Allan R. Brewer-Carías, en uno de sus mejores libros [6], denuncia sin complacencia los actos inconstitucionales e ilegales de todos los órganos del poder público. Sin embargo, como es lógico en su caso, Brewer se coloca resueltamente en el terreno jurídico; y por eso debe creer en la existencia real de la Constitución que critica. Este prefacio, en cambio, así como el libro que sigue, están situados en el campo de la crítica histórica, y por eso su enfoque debe ser distinto. El simple hecho de que más de tres meses después de la aprobación de la nueva Constitución se publique en la Gaceta Oficial una versión corregida de la misma, so pretexto de errores de gramática, de sintaxis y de estilo, precedida por una Exposición de Motivos que no fue aprobada por la Asamblea Constituyente, pero que debería ser decisiva en la interpretación de las normas constitucionales; el hecho adicional de que la Asamblea haya elegido un Congresillo, no previsto en la Constitución, para servir de órgano legislativo (con facultades supraconstitucionales), mientras se celebraban las elecciones destinadas a relegitimar las autoridades; y finalmente, el hecho de que, después de haber obtenido —regular o irregularmente— la relegitimación buscada por el Führer, se pretenda que continuamos todavía en un período transitorio y que, sin aprobarse las leyes previstas en la Constitución, la Asamblea recién elegida deba designar nuevo Tribunal Supremo y nuevo Poder Ciudadano, como si dicha Asamblea tuviera las facultades supraconstitucionales del Congresillo, me convencen en forma definitiva que, como antes he afirmado, la Constitución no tiene una existencia querida por sus promotores, quienes hicieron desde el comienzo la reserva mental correspondiente, y creen tener el derecho (y la fuerza) de aplicarla o de no aplicarla, lo mismo que todas las leyes, según las circunstancias y las necesidades de la revolución. De modo que, para aquellos que creen en la existencia real de la Constitución bolivariana, de igual manera que la Constitución del 61 fue calificada irrespetuosamente por el Führer de moribunda, la actual debería ser calificada por todos los venezolanos de inválida o baldada.
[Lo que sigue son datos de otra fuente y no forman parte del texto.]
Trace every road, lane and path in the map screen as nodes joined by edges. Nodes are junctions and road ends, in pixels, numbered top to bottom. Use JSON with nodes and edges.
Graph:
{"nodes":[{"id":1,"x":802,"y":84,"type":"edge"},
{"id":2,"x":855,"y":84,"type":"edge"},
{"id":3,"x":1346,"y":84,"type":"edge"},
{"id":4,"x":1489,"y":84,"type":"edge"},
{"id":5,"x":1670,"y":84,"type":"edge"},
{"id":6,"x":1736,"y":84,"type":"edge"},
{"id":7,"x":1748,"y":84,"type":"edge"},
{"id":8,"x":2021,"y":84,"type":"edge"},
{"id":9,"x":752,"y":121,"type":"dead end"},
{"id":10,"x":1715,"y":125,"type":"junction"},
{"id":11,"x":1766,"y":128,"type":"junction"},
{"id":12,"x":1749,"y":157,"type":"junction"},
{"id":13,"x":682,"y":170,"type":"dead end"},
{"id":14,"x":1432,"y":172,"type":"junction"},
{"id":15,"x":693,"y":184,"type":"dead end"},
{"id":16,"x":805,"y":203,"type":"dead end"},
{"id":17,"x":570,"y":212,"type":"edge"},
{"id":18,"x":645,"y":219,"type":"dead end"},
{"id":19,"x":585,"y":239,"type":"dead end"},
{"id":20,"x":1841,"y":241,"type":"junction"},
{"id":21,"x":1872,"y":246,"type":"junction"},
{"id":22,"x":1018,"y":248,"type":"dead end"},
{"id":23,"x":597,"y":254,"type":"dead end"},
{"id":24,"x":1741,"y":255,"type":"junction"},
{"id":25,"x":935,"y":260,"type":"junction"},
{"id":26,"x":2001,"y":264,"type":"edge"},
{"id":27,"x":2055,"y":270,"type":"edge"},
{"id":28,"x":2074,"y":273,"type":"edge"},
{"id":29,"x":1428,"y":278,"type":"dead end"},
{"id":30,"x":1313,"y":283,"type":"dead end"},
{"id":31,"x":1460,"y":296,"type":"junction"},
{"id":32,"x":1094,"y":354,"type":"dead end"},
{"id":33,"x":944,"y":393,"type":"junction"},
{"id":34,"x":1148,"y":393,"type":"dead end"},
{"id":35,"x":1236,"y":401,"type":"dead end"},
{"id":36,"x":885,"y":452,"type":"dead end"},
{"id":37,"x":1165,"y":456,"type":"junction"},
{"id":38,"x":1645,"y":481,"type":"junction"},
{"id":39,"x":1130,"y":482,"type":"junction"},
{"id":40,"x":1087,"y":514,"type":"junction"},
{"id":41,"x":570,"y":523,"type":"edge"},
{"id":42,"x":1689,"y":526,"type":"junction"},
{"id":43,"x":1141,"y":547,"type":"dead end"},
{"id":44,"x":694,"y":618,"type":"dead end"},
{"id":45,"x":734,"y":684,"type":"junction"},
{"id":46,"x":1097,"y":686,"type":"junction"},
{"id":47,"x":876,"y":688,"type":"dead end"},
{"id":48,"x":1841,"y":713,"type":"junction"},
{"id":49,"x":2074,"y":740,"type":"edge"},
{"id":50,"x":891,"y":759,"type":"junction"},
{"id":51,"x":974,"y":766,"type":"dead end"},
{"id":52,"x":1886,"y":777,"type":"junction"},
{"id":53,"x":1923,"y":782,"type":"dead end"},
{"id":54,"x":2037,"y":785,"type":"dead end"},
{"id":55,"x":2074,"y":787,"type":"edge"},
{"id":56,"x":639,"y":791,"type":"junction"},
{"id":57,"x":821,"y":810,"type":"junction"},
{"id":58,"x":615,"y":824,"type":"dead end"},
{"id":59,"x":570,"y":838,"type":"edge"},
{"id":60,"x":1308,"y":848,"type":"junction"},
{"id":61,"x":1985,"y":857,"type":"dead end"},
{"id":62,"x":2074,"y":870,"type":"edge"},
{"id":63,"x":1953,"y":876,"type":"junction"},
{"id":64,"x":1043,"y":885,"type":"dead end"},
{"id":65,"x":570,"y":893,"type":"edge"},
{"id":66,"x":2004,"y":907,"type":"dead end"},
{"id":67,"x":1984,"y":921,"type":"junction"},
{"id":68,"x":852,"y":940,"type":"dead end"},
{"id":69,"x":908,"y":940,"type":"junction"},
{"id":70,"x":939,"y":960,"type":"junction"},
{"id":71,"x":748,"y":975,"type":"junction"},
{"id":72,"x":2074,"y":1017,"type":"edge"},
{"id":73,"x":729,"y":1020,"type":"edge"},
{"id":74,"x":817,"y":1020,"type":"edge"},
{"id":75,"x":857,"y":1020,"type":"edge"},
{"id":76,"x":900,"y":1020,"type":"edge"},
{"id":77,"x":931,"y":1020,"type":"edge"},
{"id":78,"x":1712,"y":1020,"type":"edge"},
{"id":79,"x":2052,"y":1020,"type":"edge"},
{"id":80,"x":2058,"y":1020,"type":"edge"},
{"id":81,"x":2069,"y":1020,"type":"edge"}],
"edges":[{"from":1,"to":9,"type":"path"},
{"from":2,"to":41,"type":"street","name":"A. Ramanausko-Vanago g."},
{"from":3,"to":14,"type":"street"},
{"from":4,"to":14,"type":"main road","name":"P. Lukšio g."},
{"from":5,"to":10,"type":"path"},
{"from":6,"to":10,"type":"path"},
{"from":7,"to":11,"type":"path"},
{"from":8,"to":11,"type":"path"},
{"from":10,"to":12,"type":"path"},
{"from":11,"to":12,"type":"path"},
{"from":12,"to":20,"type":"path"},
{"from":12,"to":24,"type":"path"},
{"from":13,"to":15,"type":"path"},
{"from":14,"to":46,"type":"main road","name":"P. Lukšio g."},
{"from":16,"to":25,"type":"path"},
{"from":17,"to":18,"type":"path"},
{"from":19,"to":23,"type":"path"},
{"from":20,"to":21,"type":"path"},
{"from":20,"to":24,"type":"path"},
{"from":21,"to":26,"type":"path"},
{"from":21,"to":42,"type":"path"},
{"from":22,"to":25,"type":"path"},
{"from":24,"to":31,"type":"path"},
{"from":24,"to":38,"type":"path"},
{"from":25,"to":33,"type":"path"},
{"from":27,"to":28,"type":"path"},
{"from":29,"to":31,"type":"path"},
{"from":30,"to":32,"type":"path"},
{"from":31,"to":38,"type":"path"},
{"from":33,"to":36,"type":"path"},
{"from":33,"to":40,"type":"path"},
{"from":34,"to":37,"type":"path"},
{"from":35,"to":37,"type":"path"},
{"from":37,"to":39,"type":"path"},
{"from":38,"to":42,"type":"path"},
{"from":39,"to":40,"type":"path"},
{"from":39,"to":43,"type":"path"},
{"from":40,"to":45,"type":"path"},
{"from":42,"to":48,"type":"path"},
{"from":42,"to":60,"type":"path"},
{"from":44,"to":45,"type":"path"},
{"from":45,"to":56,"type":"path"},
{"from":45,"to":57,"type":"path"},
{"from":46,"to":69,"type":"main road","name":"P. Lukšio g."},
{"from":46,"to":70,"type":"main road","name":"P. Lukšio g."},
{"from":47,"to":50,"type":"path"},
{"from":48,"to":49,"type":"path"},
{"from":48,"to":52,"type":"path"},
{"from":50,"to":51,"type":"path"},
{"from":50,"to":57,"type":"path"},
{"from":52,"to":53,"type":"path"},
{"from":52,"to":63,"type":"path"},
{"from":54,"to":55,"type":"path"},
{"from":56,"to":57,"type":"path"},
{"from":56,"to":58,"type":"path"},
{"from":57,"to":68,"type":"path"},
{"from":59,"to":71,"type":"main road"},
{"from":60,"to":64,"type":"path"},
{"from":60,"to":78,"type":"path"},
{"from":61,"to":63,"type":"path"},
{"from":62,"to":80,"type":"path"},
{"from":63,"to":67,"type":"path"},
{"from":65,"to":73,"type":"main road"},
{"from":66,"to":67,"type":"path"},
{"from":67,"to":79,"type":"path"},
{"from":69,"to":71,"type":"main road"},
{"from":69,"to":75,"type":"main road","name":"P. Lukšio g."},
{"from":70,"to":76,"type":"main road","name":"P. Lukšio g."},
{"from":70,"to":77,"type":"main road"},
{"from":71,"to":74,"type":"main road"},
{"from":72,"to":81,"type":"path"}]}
Lenin, fundador del comunismo ruso y probablemente el maestro indirecto de Hugo Chávez Frías, o en todo caso el primero de sus antecesores, tuvo una postura más expedita, pero más sincera, en materia constitucional, en 1917, cuando ordenó dispersar la Asamblea Constituyente por la que había luchado con denuedo toda la oposición al zar, incluyendo a socialdemócratas y bolcheviques. En sus Tesis sobre la Asamblea Constituyente, publicadas antes de la orden de dispersión, comunicada a la Asamblea, de viva voz, por un marino rojo, Lenin tuvo la franqueza de invocar su concepción de la dialéctica marxista y de aclarar que, si bien había sido justa la reivindicación de la que había nacido la Asamblea, el desarrollo de la Revolución de octubre (de 1917) hacía que aquélla, de reunirse, debería entrar en conflicto con los intereses y la voluntad de las masas, de modo que la crisis debía ser resuelta «de manera revolucionaria» [7].
Con la revolución verdaderamente hemos topado, Sancho amigo. Ignoro si el Führer llegó a tener la idea de seguir a la letra las enseñanzas de Lenin, para evitar los escollos de la interpretación del proceso constituyente y de la Constitución misma, y luego desechó esa idea, con el fin de guardar las apariencias ante la comunidad internacional, recurriendo a subterfugios para, en la práctica, dejar sin efecto la Constitución vendida al electorado como una panacea, aunque en verdad son tan numerosas sus violaciones de las normas de la Constitución moribunda, y de la Constitución baldada, y tan frecuentes las oportunidades en que decide simplemente no aplicarla, que en la comunidad internacional y en la nacional queda muy poco espacio para creer que Hugo Chávez Frías es un respetuoso cumplidor de la Constitución y de las leyes.
Por eso, a pesar de que tengo a mano los recursos legales introducidos ante la Corte Suprema de Justicia y luego ante el Tribunal Supremo de Justicia, estoy seguro de que toda esa rica literatura jurídica sólo será apreciada cuando cese el fenómeno revolucionario; es decir, cuando, muy de acuerdo con Joseph de Maistre y con el Epílogo de mi libro, entre todos hagamos lo contrario de una revolución. No una contrarrevolución, que sería más de lo mismo que se ha hecho ahora.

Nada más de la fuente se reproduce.